### 2.3.7  Mixed-Precision Training (Megatron-style)

---

#### Why mix precisions at all?

1. **Memory & speed**

   * Model weights, activations, and gradients are stored in **fp16** (half-precision) to cut memory and bandwidth in half.
   * A second copy of the weights is kept in **fp32** (“master weights”) so that the **Adam** update remains numerically stable.
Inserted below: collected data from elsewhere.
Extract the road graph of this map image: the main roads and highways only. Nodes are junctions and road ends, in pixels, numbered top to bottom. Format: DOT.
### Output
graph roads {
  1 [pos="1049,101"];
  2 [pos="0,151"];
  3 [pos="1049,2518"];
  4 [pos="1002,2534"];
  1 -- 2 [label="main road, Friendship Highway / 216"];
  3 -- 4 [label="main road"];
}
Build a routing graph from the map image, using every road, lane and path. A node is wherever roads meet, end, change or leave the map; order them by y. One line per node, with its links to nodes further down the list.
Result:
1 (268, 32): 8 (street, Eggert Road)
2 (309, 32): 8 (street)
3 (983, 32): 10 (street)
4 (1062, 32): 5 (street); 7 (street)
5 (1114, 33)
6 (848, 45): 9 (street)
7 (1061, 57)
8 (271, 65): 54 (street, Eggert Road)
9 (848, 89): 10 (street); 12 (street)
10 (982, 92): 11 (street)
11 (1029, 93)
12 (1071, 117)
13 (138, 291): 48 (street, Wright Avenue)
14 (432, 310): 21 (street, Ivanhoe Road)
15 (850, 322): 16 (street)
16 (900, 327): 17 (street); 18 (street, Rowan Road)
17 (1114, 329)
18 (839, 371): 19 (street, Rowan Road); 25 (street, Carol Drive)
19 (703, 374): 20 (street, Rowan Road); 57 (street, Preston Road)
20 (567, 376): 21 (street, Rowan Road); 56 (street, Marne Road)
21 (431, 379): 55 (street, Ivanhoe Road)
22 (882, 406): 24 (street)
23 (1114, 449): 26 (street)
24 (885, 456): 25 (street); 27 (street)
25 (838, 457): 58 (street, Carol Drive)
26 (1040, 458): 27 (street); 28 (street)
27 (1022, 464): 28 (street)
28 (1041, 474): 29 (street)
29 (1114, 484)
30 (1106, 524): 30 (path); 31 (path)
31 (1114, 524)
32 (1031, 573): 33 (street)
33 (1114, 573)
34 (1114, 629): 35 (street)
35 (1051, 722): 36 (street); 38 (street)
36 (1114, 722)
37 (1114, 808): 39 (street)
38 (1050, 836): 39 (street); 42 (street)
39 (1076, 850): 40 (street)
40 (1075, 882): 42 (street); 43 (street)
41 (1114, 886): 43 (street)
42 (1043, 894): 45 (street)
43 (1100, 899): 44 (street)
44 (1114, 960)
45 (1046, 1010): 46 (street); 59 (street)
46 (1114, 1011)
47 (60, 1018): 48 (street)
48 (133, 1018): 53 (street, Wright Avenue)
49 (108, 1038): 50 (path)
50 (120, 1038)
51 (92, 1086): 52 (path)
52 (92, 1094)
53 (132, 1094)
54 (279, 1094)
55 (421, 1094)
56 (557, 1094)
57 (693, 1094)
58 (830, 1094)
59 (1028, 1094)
2. **Gradient underflow protection**

   * Roughly two-thirds of language-model gradients have magnitudes < 2⁻²⁴ (the smallest positive fp16), so a pure-fp16 run would zero-out many updates and diverge.
   * Mixed precision keeps the math in range: forward/backward in fp16, critical updates in fp32.

---

#### End-to-end workflow

| Step                       | What happens                                                                                                   | Precision               |
| -------------------------- | -------------------------------------------------------------------------------------------------------------- | ----------------------- |
| **1. Copy & cast**         | At launch, duplicate each fp32 parameter into fp16. Adam’s **momentum** & **variance** states remain fp32.     | fp32 → fp16 copy        |
| **2. Forward pass (FWD)**  | Run the model with **fp16 weights & activations**.                                                             | fp16                    |
| **3. Loss scaling**        | Multiply the fp32 loss by $2^{\text{loss\_scale}}$ to avoid tiny gradients.                                    | fp32                    |
| **4. Backward pass (BWD)** | Compute **scaled gradients**; store them in fp16 to save memory.                                               | fp16                    |
| **5. Unscale gradients**   | Convert to fp32 and divide by $2^{\text{loss\_scale}}$.                                                        | fp32                    |
| **6. Clip / regularise**   | Apply gradient-norm clipping, weight-decay, etc., on the fp32 gradients.                                       | fp32                    |
| **7. Parameter update**    | `optimizer.step()` updates **master fp32 weights**, then casts the result back to fp16 for the next iteration. | fp32 update → fp16 copy |

> **Diagram:** The attached flowchart (green = fp32, purple = fp16) follows exactly these seven stages.

---

#### Memory breakdown (per parameter “ϕ”)

| Category                   | Precision           | Footprint |
| -------------------------- | ------------------- | --------- |
| **Must-have**              | master param (fp32) | 4 ϕ       |
|                            | momentum (fp32)     | 4 ϕ       |
|                            | variance (fp32)     | 4 ϕ       |
| **Transient**              | param copy (fp16)   | 2 ϕ       |
|                            | gradients (fp16)    | 2 ϕ       |
| **Total (no activations)** |                     | **16 ϕ**  |

*If you cast the fp16 weights on-the-fly instead of storing them persistently, the extra 2 ϕ vanish, but most frameworks keep the copy for speed.*

---

#### Loss-scale mechanics

1. **Static loss scale (cheap but brittle)**

   * Pick a constant power-of-2 scale (e.g. 2¹⁶).
   * *Scale-up*: multiply the loss before BWD.
   * *Scale-down*: divide gradients after BWD.
   * If any **inf / NaN** appears, skip the update for that step.

2. **Dynamic loss scale (AMP default)**

   * Begin with a large scale (e.g. 2²⁴).
   * After each step, check for **inf / NaN** in the fp16 grads.
   * * If clean → optionally **increase** the scale every *N* steps.
   * * If overflow → **halve** the scale and redo the step with the previous weights.

This keeps gradients as large as possible without blowing up.

---

#### Gradient clipping

Use L2-norm clipping on the **unscaled fp32 gradients**:

$$
g_1 = \frac{\partial J}{\partial w_1},\;
g_2 = \frac{\partial J}{\partial w_2},\;
\|g\|_2 = \sqrt{g_1^2 + g_2^2}.
$$

If $\|g\|_2 > c$ (threshold), rescale: $g \leftarrow \tfrac{c}{\|g\|_2} \, g$.

---

#### Key take-aways

* **One copy, two precisions:** fp16 for speed, fp32 for accuracy.
* **Loss scaling is mandatory** to stop gradients from under-flowing.
* **Dynamic scaling + gradient clipping** makes training far more crash-resistant.
* Memory overhead is modest—about **1.5×** pure-fp16—yet avoids the accuracy pitfalls of full half-precision training.